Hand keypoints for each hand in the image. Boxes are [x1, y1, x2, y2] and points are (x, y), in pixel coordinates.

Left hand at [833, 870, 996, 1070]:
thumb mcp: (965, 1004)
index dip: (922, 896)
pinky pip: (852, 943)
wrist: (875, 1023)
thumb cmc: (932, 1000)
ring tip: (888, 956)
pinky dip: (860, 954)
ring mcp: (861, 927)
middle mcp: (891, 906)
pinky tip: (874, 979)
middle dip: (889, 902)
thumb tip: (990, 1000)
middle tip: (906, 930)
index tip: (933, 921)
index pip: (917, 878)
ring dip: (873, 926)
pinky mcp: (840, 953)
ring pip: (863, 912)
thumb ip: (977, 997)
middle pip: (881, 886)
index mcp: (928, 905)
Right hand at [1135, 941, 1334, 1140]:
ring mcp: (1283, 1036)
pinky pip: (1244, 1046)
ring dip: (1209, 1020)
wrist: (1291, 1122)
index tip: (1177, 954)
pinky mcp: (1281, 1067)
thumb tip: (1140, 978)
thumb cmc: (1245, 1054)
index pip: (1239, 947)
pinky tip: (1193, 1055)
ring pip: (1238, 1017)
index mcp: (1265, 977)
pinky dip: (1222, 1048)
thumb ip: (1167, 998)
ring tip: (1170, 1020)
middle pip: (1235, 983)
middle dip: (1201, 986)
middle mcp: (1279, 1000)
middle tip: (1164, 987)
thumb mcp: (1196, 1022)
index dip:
**********
_WHAT IS BEING ASKED_
In the records above, locate the lines holding the word "middle". Copy each of them.

_ANSWER SECTION_
middle mcp: (891, 906)
middle dip: (889, 902)
middle tip: (906, 930)
middle pip: (881, 886)
middle pip: (1235, 983)
middle dip: (1201, 986)
middle mcp: (1279, 1000)
middle tip: (1164, 987)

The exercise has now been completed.